Geht es nach Scalabroni, dann würde der Fahrer im Falle eines kleineren Unfalls selbst einen Knopf drücken, um die Cockpithaube zu öffnen. Ist das aufgrund von Verletzungen nicht möglich, dann würden die Sportwarte oder Ärzte die Haube auf die Art und Weise öffnen, wie in der Animation gezeigt.
Eine ganzheitliche Betrachtung dieses Themas würde vermutlich eine Kombination beinhalten, und zwar mit dem Polster, das den Helm des Fahrers schon jetzt umgibt.
Windschutzscheibe
Der von Red Bull konzipierte Aeroscreen ist eine mögliche Antwort auf die Problematik, wie sie Felipe Massa im Qualifying zum Grand Prix von Ungarn 2009 erfahren musste. Eine Feder des Brawn-Boliden von Rubens Barrichello hatte sich gelöst und war mit hoher Geschwindigkeit von vorn auf Massas Helm geprallt.
Scalabroni hat das Aeroscreen-Konzept dahingehend verfeinert, dass er die Windschutzscheibe im Rahmen seines Konzepts länger gestaltet. Damit sollen von vorn kommende Trümmerteile noch besser abgelenkt werden. So, wie der Aeroscreen im Mai dieses Jahres präsentiert wurde, war das Material der Windschutzscheibe nicht stark genug, um größeren Trümmerteilen Stand halten zu können.
Das Problem in diesem Zusammenhang könnte allerdings eine eingeschränkte Sicht für den Fahrer sein. Auch Regenwetter könnte sich diesbezüglich noch als Knackpunkt herausstellen. Das gilt aber nicht nur für Scalabronis Konzept, sondern auch für Halo. Letztgenannter Cockpitschutz wurde bislang nur bei gutem Wetter ausführlich getestet.

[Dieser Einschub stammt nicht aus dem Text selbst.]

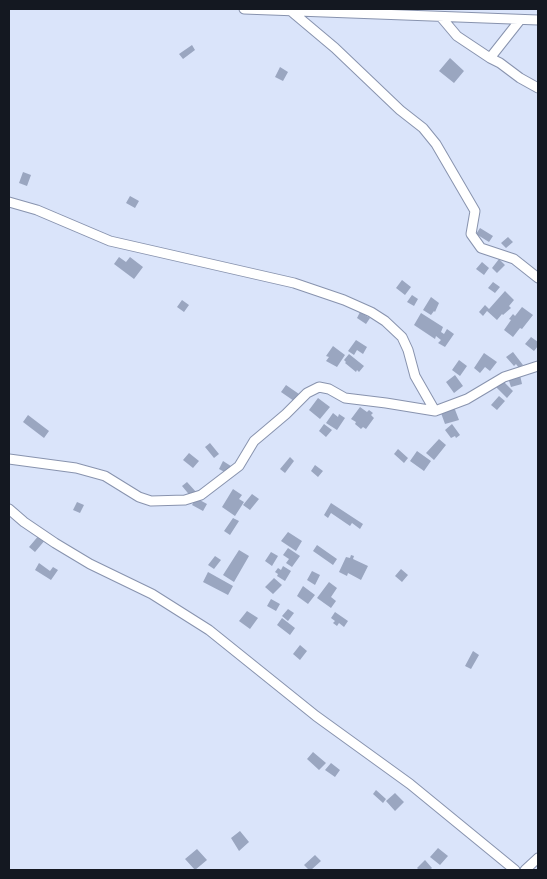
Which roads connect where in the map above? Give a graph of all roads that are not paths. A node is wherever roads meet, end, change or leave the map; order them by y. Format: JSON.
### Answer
{"nodes":[{"id":1,"x":244,"y":9,"type":"edge"},
{"id":2,"x":291,"y":11,"type":"junction"},
{"id":3,"x":441,"y":17,"type":"junction"},
{"id":4,"x":520,"y":20,"type":"junction"},
{"id":5,"x":538,"y":20,"type":"edge"},
{"id":6,"x":490,"y":58,"type":"junction"},
{"id":7,"x":538,"y":88,"type":"edge"},
{"id":8,"x":9,"y":202,"type":"edge"},
{"id":9,"x":538,"y":277,"type":"edge"},
{"id":10,"x":538,"y":366,"type":"edge"},
{"id":11,"x":436,"y":411,"type":"junction"},
{"id":12,"x":9,"y":459,"type":"edge"},
{"id":13,"x":9,"y":509,"type":"edge"},
{"id":14,"x":538,"y":858,"type":"edge"},
{"id":15,"x":516,"y":870,"type":"edge"},
{"id":16,"x":525,"y":870,"type":"edge"}],
"edges":[{"from":1,"to":2,"type":"street"},
{"from":2,"to":3,"type":"street"},
{"from":2,"to":9,"type":"street"},
{"from":3,"to":4,"type":"street"},
{"from":3,"to":6,"type":"street"},
{"from":4,"to":5,"type":"street"},
{"from":4,"to":6,"type":"street"},
{"from":6,"to":7,"type":"street"},
{"from":8,"to":11,"type":"street"},
{"from":10,"to":11,"type":"street"},
{"from":11,"to":12,"type":"street"},
{"from":13,"to":15,"type":"street"},
{"from":14,"to":16,"type":"street"}]}
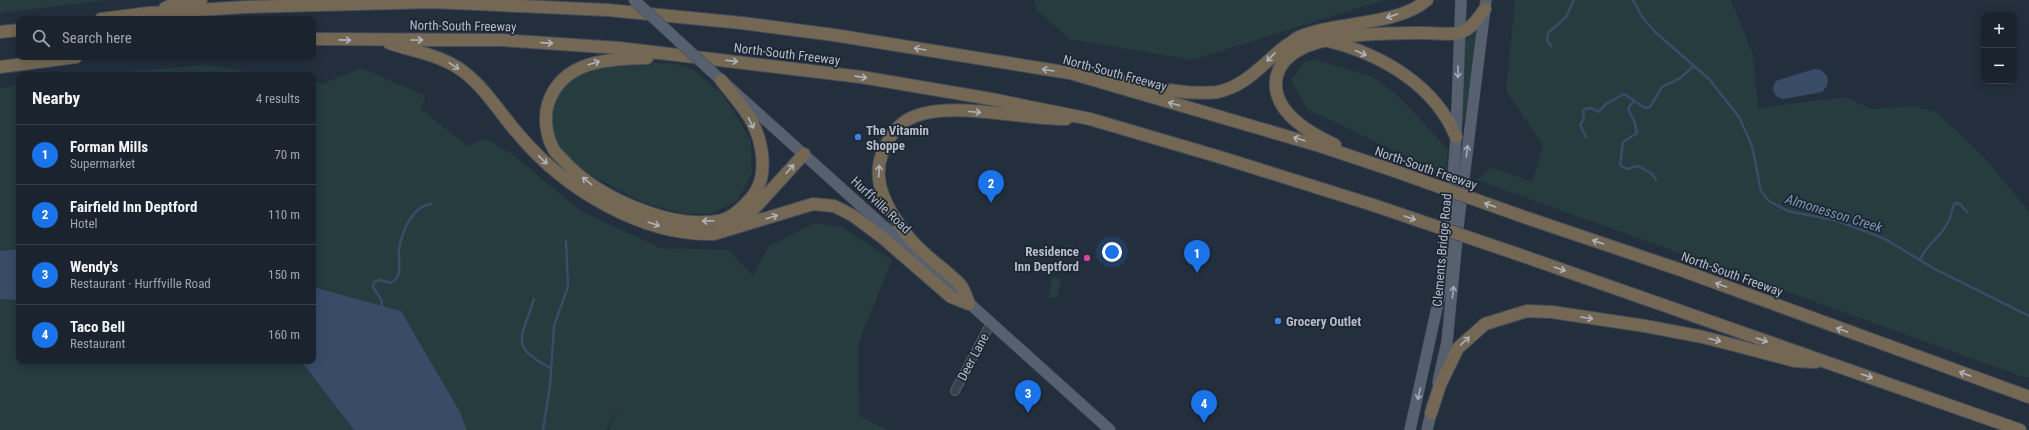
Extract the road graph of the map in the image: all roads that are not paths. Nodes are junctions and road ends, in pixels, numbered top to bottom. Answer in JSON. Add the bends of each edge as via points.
{"nodes":[{"id":1,"x":201,"y":0,"type":"edge"},
{"id":2,"x":634,"y":0,"type":"edge"},
{"id":3,"x":1427,"y":0,"type":"edge"},
{"id":4,"x":1461,"y":0,"type":"edge"},
{"id":5,"x":1486,"y":4,"type":"edge"},
{"id":6,"x":150,"y":13,"type":"junction"},
{"id":7,"x":126,"y":16,"type":"edge"},
{"id":8,"x":16,"y":30,"type":"edge"},
{"id":9,"x":0,"y":32,"type":"edge"},
{"id":10,"x":1459,"y":33,"type":"junction"},
{"id":11,"x":316,"y":39,"type":"edge"},
{"id":12,"x":378,"y":40,"type":"junction"},
{"id":13,"x":1324,"y":41,"type":"junction"},
{"id":14,"x":687,"y":56,"type":"junction"},
{"id":15,"x":53,"y":60,"type":"edge"},
{"id":16,"x":0,"y":67,"type":"edge"},
{"id":17,"x":1070,"y":73,"type":"junction"},
{"id":18,"x":721,"y":80,"type":"junction"},
{"id":19,"x":1090,"y":119,"type":"junction"},
{"id":20,"x":1456,"y":137,"type":"junction"},
{"id":21,"x":804,"y":154,"type":"junction"},
{"id":22,"x":1389,"y":169,"type":"junction"},
{"id":23,"x":734,"y":228,"type":"junction"},
{"id":24,"x":969,"y":304,"type":"junction"},
{"id":25,"x":991,"y":323,"type":"junction"},
{"id":26,"x":1830,"y":363,"type":"junction"},
{"id":27,"x":955,"y":391,"type":"dead end"},
{"id":28,"x":2029,"y":397,"type":"edge"},
{"id":29,"x":1431,"y":413,"type":"junction"},
{"id":30,"x":1110,"y":430,"type":"edge"},
{"id":31,"x":1410,"y":430,"type":"edge"},
{"id":32,"x":1427,"y":430,"type":"edge"},
{"id":33,"x":2020,"y":430,"type":"edge"}],
"edges":[{"from":1,"to":6,"type":"highway","via":[[177,3]]},
{"from":2,"to":18,"type":"main road","name":"Hurffville Road","bridge":true},
{"from":3,"to":17,"type":"highway","one_way":true,"via":[[1412,9],[1379,20],[1329,28],[1297,38],[1248,78],[1218,92],[1183,91]]},
{"from":4,"to":10,"type":"main road","name":"Clements Bridge Road"},
{"from":5,"to":10,"type":"highway","via":[[1472,25]]},
{"from":29,"to":5,"type":"main road","name":"Clements Bridge Road","one_way":true,"via":[[1448,342],[1459,218]]},
{"from":6,"to":7,"type":"highway","name":"North-South Freeway"},
{"from":17,"to":6,"type":"highway","name":"North-South Freeway","one_way":true,"via":[[826,34],[608,10],[433,2],[320,4]]},
{"from":8,"to":9,"type":"highway"},
{"from":10,"to":13,"type":"highway","via":[[1396,33]]},
{"from":10,"to":20,"type":"main road","name":"Clements Bridge Road","one_way":true},
{"from":11,"to":12,"type":"highway","name":"North-South Freeway","one_way":true},
{"from":12,"to":14,"type":"highway","name":"North-South Freeway","one_way":true,"via":[[502,40],[619,48]]},
{"from":12,"to":23,"type":"highway","one_way":true,"via":[[447,60],[464,72],[542,160],[563,179],[595,199],[627,215],[677,232],[714,234]]},
{"from":13,"to":20,"type":"highway","one_way":true,"via":[[1346,46],[1390,65],[1413,81],[1446,115]]},
{"from":13,"to":22,"type":"highway","via":[[1296,51],[1283,64],[1276,78],[1276,89],[1284,108],[1305,128]]},
{"from":18,"to":14,"type":"highway","one_way":true,"via":[[752,122],[762,160],[761,176],[754,194],[740,210],[720,221],[694,222],[642,210],[594,186],[572,169],[553,149],[547,131],[546,110],[551,94],[562,79],[573,71],[594,62],[614,59]]},
{"from":14,"to":19,"type":"highway","name":"North-South Freeway","one_way":true,"via":[[861,76]]},
{"from":15,"to":16,"type":"highway"},
{"from":22,"to":17,"type":"highway","name":"North-South Freeway","one_way":true,"via":[[1314,144]]},
{"from":18,"to":21,"type":"main road","name":"Hurffville Road"},
{"from":24,"to":19,"type":"highway","one_way":true,"via":[[961,286],[907,235],[886,202],[879,181],[879,169],[888,140],[907,120],[937,112],[970,112],[1049,120]]},
{"from":19,"to":26,"type":"highway","name":"North-South Freeway","one_way":true,"bridge":true,"via":[[1373,205]]},
{"from":20,"to":31,"type":"main road","name":"Clements Bridge Road","one_way":true,"via":[[1447,262]]},
{"from":23,"to":21,"type":"highway","one_way":true},
{"from":21,"to":24,"type":"main road","name":"Hurffville Road"},
{"from":28,"to":22,"type":"highway","name":"North-South Freeway","one_way":true,"bridge":true,"via":[[1678,269]]},
{"from":23,"to":24,"type":"highway","one_way":true,"via":[[813,204],[834,206],[852,215],[883,238],[951,297]]},
{"from":24,"to":25,"type":"main road","name":"Hurffville Road"},
{"from":25,"to":27,"type":"street","name":"Deer Lane"},
{"from":25,"to":30,"type":"main road","name":"Hurffville Road"},
{"from":29,"to":26,"type":"highway","one_way":true,"via":[[1440,384],[1458,348],[1485,324],[1527,312],[1552,312],[1645,326],[1703,337],[1795,361]]},
{"from":26,"to":33,"type":"highway","name":"North-South Freeway","one_way":true},
{"from":29,"to":32,"type":"main road","name":"Clements Bridge Road"}]}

Verfolgt man aber die Idee von Scalabroni genauer und integriert sie in entsprechend in die Fahrzeugnase, dann könnte sie durchaus funktionieren. Dies gilt nicht nur für den Aspekt der Sicherheit, sondern auch den der Ästhetik. Letztgenannter ist ein Hauptkritikpunkt an Halo.
Aktive Windschutzscheibe
Der wohl umstrittenste Teil des Cockpitschutz-Konzepts von Scalabroni ist die sogenannte aktive Windschutzscheibe. Die Idee sieht vor, dass eine hydraulisch gesteuerte Klappe aus der Fahrzeugnase ausfährt, um den Kopf des Fahrers vor heranfliegenden Trümmerteilen zu schützen.
Scalabroni regt an, dass diese Klappe entweder per Knopfdruck vom Fahrer selbst ausgefahren werden kann oder aber bei drohender Gefahr mittels Sensoren automatisch ausgefahren wird. Das größte Problem hierbei ist die Zeit, die vergeht, bis die Klappe ausgefahren ist. Somit würde diese Idee – wenn überhaupt – wohl eher für niedrige Geschwindigkeiten in Frage kommen.
Die Einführung eines Cockpitschutzes in der Formel 1 ist seitens der FIA auf die Saison 2018 verschoben worden. Derzeit spricht viel dafür, dass es auf die Variante Halo hinausläuft. Die bereits getätigten und auch noch bevorstehenden Praxistests in Freien Trainings könnten aber eine Einführung von Halo noch verhindern. Somit haben auch die Varianten Aeroscreen und aktiver Cockpitschutz grundsätzlich eine Chance.